I had three days of meetings scheduled in Washington DC.  Days spent listening to lectures on esoteric aspects of anti-trust law.  Evenings spent at dinners and receptions with people I don't know. I dutifully attended the lectures, but figured that I could dispense with the afternoon cocktail receptions and dinners. I had packed my fly fishing gear, so I had other options.  I decided to fish Maryland's Gunpowder River.  Google Maps says that it is one hour, fifty minutes from DC to the Gunpowder River, but I made it in substantially less than that. (I won't say how much faster, to avoid self-incrimination.)   

The Gunpowder River is a beautiful stretch of water.  The section I fished was below the Prettyboy dam.  There were slow, meandering sections, typically shallow enough to wade, intermixed with faster, steeper and deeper parts, with dark pools.  I do most of my fishing on steep rocky creeks in the Mountain West, so the thick green forest and lazy current were a real change of pace for me.

I was fishing my Taransky 5-6 weight bamboo rod.  It's my 3 piece  travel rod, and breaks down small enough to take in my carry on baggage.  The rod is a joy to cast at any distance, and fishing with such a beautiful tool really enhances the experience for me.  

Gunpowder River

The fishing was rather slow.  I tried various flies, dries and nymphs, and combinations of dries and droppers.      I caught a couple of small brown trout, no longer than my hand.  I caught both of them on copper bodied bead-head nymphs.  I had three larger fish hit my dry fly, but I missed them all.   Overall, it was a pretty meager showing, without much action.   As the sunlight began to fade, and I approached the base of the dam, however, things really started to heat up.  

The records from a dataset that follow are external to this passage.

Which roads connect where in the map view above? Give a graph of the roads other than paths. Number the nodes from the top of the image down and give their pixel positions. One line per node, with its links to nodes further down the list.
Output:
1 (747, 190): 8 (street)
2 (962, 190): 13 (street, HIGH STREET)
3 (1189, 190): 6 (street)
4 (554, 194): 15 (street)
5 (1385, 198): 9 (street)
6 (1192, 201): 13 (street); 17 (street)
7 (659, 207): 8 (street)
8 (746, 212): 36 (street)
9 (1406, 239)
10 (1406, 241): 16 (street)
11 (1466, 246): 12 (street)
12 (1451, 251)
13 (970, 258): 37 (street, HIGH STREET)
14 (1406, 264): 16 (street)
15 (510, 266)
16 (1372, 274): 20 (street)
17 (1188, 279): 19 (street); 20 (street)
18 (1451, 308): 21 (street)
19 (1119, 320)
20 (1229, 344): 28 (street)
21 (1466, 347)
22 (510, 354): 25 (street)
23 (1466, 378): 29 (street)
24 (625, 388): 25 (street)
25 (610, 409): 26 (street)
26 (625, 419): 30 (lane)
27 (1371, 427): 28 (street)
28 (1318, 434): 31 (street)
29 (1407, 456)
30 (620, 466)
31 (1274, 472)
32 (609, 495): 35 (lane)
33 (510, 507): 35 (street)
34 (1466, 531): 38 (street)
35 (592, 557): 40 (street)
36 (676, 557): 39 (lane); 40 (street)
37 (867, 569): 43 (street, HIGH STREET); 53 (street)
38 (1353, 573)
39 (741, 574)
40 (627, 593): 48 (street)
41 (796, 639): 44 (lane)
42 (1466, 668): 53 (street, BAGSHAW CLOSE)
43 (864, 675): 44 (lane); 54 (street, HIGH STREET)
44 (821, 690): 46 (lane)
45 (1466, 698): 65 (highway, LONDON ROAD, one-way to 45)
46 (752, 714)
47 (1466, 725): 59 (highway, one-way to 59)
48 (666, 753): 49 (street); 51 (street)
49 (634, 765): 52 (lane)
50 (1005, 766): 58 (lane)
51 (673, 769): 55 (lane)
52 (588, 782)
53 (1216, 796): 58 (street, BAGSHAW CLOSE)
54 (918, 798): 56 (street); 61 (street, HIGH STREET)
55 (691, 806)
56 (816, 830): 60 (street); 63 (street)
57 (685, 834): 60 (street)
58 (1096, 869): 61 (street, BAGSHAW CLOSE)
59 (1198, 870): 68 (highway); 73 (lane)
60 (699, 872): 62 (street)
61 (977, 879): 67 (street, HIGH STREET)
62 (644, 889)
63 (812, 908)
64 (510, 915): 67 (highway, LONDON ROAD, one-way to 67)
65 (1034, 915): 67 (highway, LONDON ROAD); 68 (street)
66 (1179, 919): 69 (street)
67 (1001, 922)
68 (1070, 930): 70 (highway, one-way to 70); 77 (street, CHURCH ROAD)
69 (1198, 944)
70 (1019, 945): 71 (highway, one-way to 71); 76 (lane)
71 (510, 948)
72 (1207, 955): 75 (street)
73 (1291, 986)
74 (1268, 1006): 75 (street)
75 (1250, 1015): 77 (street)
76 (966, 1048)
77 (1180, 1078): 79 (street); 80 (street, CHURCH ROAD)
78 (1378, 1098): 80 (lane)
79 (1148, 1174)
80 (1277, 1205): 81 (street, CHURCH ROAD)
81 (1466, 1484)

Gunpowder River Below Prettyboy Dam

Fish began rising all around me, jumping in the air, splashing noisily and generally causing a ruckus.  However, they were pretty much ignoring my flies.  I tried several dry fly patterns, and several different nymphs, all to no avail.  They simply weren't buying what I was selling.  
If I'd had my full fly box with me, I'd have tied on some gnat or midge patterns, but I had a very limited assortment, so I only had 2 nymphs and 4 dries to use.  
It was a bit frustrating, being surrounded by all these feeding fish and not catching any of them, but after a while, I got over the frustration, and just enjoyed being in such a beautiful spot on such a beautiful night.  It was certainly worlds better than a boring cocktail reception.